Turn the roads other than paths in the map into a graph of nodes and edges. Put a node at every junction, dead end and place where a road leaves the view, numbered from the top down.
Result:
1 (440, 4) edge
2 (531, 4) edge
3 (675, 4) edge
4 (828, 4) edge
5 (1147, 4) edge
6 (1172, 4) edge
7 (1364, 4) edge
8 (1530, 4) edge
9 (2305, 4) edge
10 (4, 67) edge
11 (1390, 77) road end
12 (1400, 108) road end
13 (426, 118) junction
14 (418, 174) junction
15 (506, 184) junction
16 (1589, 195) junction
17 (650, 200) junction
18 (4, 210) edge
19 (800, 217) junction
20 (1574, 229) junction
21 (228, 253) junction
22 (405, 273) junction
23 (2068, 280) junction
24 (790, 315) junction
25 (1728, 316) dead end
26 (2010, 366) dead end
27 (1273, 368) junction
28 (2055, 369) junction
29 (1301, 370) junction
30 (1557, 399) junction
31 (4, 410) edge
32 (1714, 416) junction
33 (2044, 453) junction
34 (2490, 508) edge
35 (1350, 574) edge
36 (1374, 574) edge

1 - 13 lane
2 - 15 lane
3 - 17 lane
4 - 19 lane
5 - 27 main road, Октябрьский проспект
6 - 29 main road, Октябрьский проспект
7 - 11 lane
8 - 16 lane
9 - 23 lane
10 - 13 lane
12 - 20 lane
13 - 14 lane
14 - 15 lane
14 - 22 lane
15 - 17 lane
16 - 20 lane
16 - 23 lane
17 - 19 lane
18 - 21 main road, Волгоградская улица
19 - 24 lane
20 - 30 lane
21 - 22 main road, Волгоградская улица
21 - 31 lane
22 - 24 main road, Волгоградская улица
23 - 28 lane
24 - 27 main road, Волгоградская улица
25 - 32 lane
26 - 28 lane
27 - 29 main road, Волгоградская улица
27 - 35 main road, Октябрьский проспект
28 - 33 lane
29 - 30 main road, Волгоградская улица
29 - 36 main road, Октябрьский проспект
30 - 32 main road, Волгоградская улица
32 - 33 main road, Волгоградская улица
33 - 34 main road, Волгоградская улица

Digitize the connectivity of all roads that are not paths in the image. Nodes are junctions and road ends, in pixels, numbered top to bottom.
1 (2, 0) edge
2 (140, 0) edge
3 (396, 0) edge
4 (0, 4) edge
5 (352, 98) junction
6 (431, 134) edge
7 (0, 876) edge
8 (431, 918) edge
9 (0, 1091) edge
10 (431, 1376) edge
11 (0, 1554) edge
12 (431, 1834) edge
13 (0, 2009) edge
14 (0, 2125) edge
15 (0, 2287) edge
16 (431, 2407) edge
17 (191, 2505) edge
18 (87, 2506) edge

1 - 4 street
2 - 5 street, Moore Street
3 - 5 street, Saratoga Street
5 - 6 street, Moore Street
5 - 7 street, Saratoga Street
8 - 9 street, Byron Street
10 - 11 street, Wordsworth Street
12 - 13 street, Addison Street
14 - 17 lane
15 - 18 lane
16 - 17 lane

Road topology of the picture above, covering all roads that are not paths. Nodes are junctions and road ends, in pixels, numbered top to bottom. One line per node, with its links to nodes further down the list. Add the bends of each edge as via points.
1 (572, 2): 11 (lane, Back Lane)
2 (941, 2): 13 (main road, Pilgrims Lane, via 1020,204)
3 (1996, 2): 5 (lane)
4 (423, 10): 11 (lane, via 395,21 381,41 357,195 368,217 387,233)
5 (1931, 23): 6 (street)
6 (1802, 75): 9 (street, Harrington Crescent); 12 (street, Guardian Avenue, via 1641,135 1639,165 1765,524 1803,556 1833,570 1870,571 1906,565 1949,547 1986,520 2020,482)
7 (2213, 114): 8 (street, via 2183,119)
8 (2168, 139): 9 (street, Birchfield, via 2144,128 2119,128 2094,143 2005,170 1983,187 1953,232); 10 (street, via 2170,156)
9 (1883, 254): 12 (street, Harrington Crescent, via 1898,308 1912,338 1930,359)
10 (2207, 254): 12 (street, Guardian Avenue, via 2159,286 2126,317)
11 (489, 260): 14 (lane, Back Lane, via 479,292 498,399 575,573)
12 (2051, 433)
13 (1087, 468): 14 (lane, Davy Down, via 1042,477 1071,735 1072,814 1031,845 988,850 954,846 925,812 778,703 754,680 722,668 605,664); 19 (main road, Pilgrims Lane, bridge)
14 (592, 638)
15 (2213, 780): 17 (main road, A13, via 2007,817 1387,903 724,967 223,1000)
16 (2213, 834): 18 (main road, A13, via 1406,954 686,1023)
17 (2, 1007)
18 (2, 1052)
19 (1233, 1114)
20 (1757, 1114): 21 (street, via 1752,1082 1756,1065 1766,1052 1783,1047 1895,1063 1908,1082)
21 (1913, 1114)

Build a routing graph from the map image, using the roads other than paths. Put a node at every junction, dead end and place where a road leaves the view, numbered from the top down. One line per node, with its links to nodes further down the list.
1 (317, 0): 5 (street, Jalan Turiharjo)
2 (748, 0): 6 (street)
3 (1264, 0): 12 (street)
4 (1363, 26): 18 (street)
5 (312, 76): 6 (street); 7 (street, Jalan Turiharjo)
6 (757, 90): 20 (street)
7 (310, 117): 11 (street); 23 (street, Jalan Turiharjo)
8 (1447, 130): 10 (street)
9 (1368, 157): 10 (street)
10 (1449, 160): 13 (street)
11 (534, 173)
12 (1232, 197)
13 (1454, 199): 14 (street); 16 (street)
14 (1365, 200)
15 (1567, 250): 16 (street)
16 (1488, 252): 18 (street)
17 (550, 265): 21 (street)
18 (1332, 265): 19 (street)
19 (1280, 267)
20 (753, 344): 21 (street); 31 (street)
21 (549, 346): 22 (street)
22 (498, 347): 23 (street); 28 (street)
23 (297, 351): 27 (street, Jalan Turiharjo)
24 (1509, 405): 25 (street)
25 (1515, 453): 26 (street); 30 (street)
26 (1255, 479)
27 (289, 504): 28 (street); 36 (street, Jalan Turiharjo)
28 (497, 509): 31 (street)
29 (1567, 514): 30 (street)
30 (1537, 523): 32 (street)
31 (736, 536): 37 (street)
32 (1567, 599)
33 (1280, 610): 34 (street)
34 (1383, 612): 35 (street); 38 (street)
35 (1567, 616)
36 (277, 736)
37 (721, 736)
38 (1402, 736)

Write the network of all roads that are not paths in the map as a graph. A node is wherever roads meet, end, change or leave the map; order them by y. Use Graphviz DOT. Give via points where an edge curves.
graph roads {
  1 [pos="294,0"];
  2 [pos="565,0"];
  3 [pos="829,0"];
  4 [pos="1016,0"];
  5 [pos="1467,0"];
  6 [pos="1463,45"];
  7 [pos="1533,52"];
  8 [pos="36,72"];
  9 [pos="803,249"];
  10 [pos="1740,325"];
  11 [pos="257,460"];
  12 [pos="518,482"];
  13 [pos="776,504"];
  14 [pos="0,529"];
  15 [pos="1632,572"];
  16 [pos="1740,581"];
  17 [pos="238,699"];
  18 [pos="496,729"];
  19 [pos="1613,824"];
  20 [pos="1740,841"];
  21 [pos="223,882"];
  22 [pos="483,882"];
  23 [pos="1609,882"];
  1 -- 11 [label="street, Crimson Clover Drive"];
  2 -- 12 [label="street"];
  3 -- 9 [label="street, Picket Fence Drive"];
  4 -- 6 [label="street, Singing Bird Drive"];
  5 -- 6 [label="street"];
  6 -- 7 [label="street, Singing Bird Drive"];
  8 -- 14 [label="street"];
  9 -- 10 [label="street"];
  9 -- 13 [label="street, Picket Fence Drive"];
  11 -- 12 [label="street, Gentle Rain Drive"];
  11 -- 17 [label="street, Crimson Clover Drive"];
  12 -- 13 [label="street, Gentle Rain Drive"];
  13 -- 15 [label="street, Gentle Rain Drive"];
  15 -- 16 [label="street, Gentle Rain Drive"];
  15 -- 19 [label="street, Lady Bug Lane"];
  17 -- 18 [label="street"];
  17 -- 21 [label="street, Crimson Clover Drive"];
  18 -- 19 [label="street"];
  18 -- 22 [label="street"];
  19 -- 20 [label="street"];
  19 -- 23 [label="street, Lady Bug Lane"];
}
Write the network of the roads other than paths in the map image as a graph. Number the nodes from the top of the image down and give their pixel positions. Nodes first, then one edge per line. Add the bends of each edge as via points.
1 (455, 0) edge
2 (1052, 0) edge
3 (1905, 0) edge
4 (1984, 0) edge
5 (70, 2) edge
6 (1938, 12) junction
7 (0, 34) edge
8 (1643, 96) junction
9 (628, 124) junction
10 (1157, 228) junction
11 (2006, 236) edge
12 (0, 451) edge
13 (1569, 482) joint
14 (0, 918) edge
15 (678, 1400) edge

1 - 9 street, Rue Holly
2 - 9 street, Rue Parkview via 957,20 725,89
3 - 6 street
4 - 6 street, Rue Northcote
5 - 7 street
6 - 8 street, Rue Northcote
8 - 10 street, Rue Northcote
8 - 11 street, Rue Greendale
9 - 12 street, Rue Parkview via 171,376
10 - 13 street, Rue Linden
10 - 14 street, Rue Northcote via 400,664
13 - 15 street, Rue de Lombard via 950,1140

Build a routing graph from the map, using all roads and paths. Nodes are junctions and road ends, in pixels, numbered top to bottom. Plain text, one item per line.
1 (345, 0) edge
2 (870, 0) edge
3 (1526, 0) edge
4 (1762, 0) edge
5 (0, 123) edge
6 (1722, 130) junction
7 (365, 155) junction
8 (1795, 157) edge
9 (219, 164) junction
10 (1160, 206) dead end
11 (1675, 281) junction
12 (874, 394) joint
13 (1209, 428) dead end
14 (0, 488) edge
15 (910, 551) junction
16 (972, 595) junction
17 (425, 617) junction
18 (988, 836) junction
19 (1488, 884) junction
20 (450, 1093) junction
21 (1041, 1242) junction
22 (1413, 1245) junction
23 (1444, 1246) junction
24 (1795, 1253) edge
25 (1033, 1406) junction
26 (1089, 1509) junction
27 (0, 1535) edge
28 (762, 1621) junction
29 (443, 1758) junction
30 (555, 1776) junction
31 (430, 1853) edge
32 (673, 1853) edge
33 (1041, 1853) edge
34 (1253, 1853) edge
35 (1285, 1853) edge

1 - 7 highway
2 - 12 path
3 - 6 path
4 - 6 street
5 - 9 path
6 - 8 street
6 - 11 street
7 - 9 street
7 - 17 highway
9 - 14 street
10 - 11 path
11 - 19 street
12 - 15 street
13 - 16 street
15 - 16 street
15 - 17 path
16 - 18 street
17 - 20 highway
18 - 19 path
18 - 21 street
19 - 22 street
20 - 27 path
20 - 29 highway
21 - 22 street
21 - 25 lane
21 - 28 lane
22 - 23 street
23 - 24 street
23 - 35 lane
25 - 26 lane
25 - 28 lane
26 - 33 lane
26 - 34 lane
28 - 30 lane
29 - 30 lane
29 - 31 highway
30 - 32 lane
+ + + + +
**Task prompt:** If a line of the data contains the word "Avenue", it counts toward the total; state that total alone.

**Written solution:** 2